Sebelah alis Via terangkat. "Kenapa?" pancingnya. "Di tempat kita, kan, ada dua senior designer yang portofolionya tidak diragukan lagi. Jadi tiga, kalau Kemal dimasukkan ke dalam daftar."

"Katanya karena desain Mbak itu berkarakter tanpa mengabaikan unsur feminin. Makanya, dia minta kalau rumahnya hanya dikerjakan satu orang, biar konsepnya tidak kacau."

Via meringis. "Tapi jatuhnya jadi penyiksaan kalau waktu yang diberikan sangat mepet."

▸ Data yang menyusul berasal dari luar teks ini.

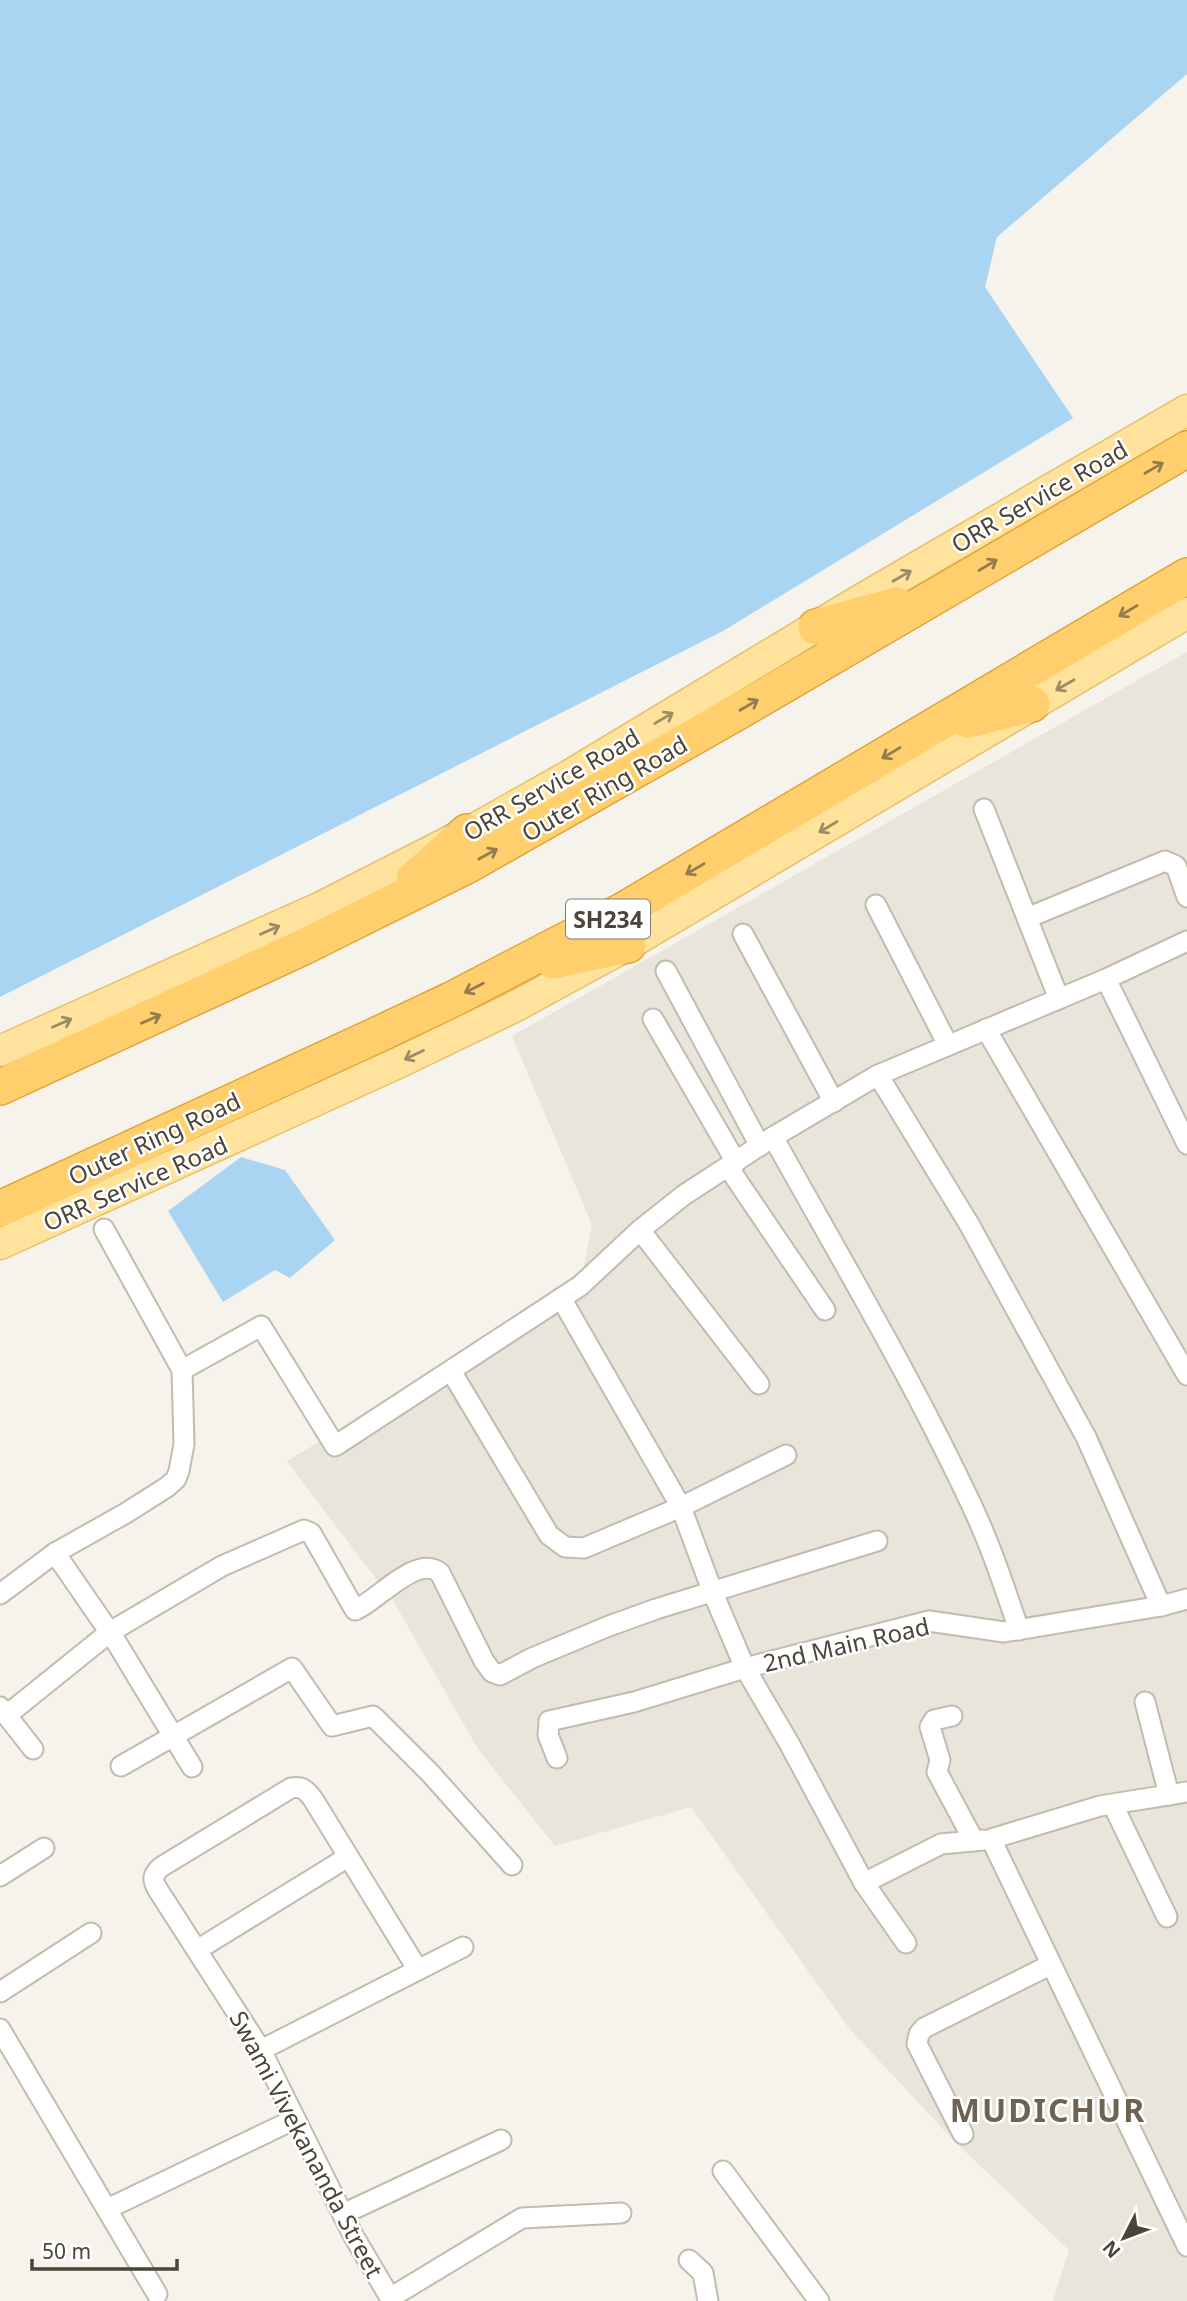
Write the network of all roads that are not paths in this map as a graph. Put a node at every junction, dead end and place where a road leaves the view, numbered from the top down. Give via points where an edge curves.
1 (1187, 410) edge
2 (1187, 449) edge
3 (1187, 576) edge
4 (942, 593) junction
5 (1187, 613) edge
6 (816, 627) junction
7 (1032, 704) junction
8 (931, 729) junction
9 (984, 809) dead end
10 (467, 832) junction
11 (1187, 897) edge
12 (876, 905) dead end
13 (377, 911) junction
14 (1027, 918) junction
15 (743, 934) dead end
16 (1187, 941) edge
17 (628, 945) junction
18 (507, 971) junction
19 (667, 971) dead end
20 (1106, 979) junction
21 (1059, 999) junction
22 (653, 1019) dead end
23 (986, 1029) junction
24 (948, 1045) junction
25 (0, 1051) edge
26 (878, 1075) junction
27 (0, 1087) edge
28 (834, 1102) junction
29 (767, 1142) junction
30 (1187, 1144) edge
31 (732, 1164) junction
32 (0, 1209) edge
33 (104, 1229) dead end
34 (640, 1230) junction
35 (0, 1244) edge
36 (561, 1298) junction
37 (825, 1310) dead end
38 (182, 1370) junction
39 (452, 1371) junction
40 (1187, 1375) edge
41 (759, 1384) dead end
42 (786, 1455) dead end
43 (681, 1507) junction
44 (877, 1542) dead end
45 (55, 1553) junction
46 (713, 1593) junction
47 (0, 1594) edge
48 (1187, 1599) edge
49 (1161, 1605) junction
50 (1019, 1630) junction
51 (110, 1632) junction
52 (745, 1668) junction
53 (1145, 1702) dead end
54 (3, 1711) edge
55 (953, 1716) dead end
56 (174, 1738) junction
57 (33, 1749) dead end
58 (557, 1758) dead end
59 (121, 1766) dead end
60 (192, 1767) dead end
61 (1178, 1793) edge
62 (1112, 1805) junction
63 (982, 1840) junction
64 (44, 1848) dead end
65 (348, 1857) junction
66 (512, 1865) dead end
67 (0, 1876) edge
68 (864, 1883) junction
69 (1167, 1917) dead end
70 (91, 1934) dead end
71 (906, 1943) dead end
72 (463, 1947) dead end
73 (197, 1950) junction
74 (1050, 1965) junction
75 (418, 1970) junction
76 (0, 1992) edge
77 (0, 2029) edge
78 (261, 2050) junction
79 (295, 2119) junction
80 (963, 2134) dead end
81 (501, 2140) dead end
82 (723, 2171) dead end
83 (107, 2209) junction
84 (621, 2213) dead end
85 (342, 2214) junction
86 (1187, 2246) edge
87 (689, 2260) dead end
88 (157, 2294) dead end
89 (391, 2300) edge
90 (708, 2301) edge
91 (819, 2301) edge

6 -> 1 main road, ORR Service Road
4 -> 2 highway, Outer Ring Road
3 -> 8 highway, Outer Ring Road / SH234
4 - 6 highway
13 -> 4 highway, Outer Ring Road via 568,810
5 -> 7 main road, ORR Service Road
10 -> 6 main road, ORR Service Road
7 - 8 highway
7 -> 17 main road, ORR Service Road
8 -> 18 highway, Outer Ring Road / SH234 via 624,910
9 - 14 street
10 - 13 highway
25 -> 10 main road, ORR Service Road via 321,907
11 - 14 street via 1176,866 1165,861
12 - 24 street
27 -> 13 highway, Outer Ring Road
14 - 21 street
15 - 28 street
16 - 20 street
17 - 18 highway
17 -> 35 main road, ORR Service Road via 400,1062
18 -> 32 highway, Outer Ring Road / SH234
19 - 29 street
20 - 21 street
20 - 30 street
21 - 23 street
22 - 31 street
23 - 24 street
23 - 40 street
24 - 26 street
26 - 28 street
26 - 49 street via 969,1224 1086,1437
28 - 29 street
29 - 31 street
29 - 50 street via 932,1424 973,1508
31 - 34 street
31 - 37 street
33 - 38 street
34 - 36 street
34 - 41 street
36 - 39 street
36 - 43 street
38 - 39 street via 261,1326 335,1446
38 - 45 street via 184,1444 176,1479
39 - 43 street via 549,1535 565,1547 584,1548
42 - 43 street
43 - 46 street
44 - 46 street
45 - 47 street
45 - 51 street
46 - 51 street via 608,1626 500,1675 484,1661 436,1569 410,1572 355,1610 310,1533 303,1530 222,1566
46 - 52 street
48 - 49 street, 2nd Main Road
49 - 50 street, 2nd Main Road
50 - 52 street, 2nd Main Road via 929,1621
51 - 54 street
51 - 56 street
52 - 58 street, 2nd Main Road via 634,1702 549,1721 548,1735
52 - 68 street
53 - 61 street
54 - 57 street
55 - 63 street via 934,1720 930,1727 940,1760 937,1772
56 - 59 street
56 - 60 street
56 - 66 street via 292,1668 332,1726 373,1716
61 - 62 street
62 - 63 street
62 - 69 street
63 - 68 street via 941,1844
63 - 74 street
64 - 67 street
65 - 73 street
65 - 73 street, Swami Vivekananda Street via 313,1799 300,1787 291,1788 160,1867 153,1882
65 - 75 street
68 - 71 street
70 - 76 street
72 - 75 street
73 - 78 street, Swami Vivekananda Street
74 - 80 street via 924,2028 919,2035 917,2044
74 - 86 street
75 - 78 street
77 - 83 street
78 - 79 street, Swami Vivekananda Street
79 - 83 street
79 - 85 street, Swami Vivekananda Street
81 - 85 street
82 - 91 street
83 - 88 street
84 - 89 street via 522,2218
85 - 89 street, Swami Vivekananda Street
87 - 90 street via 703,2273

"Makanya Pak Kris merasa agak kurang nyaman saat menyampaikannya di rapat itu." Nana kembali menyeruput kuah sotonya dengan penuh penghayatan. "Tapi kalau menurut aku, sih," kata Nana kemudian. "Ada pertimbangan lain yang membuat Pak Kris akhirnya setuju. Itu karena Mbak bisa mudah menebak keinginan klien." Via terkesiap saat Nana mengacungkan sendoknya. "Jadi, pekerjaan itu akan lebih cepat selesai kalau Mbak yang mengerjakannya. Begitu."

Gadis yang memiliki nama lengkap Hanin Ayu Andara yang entah kenapa dipanggil Nana itu tersenyum lebar, merasa bangga dengan asumsinya.

"Tapi yang paling penting dari semuanya," tambah Nana yang masih merasa belum puas. "Mbak itu bisa diandalkan, terutama dalam menyelesaikan masalah."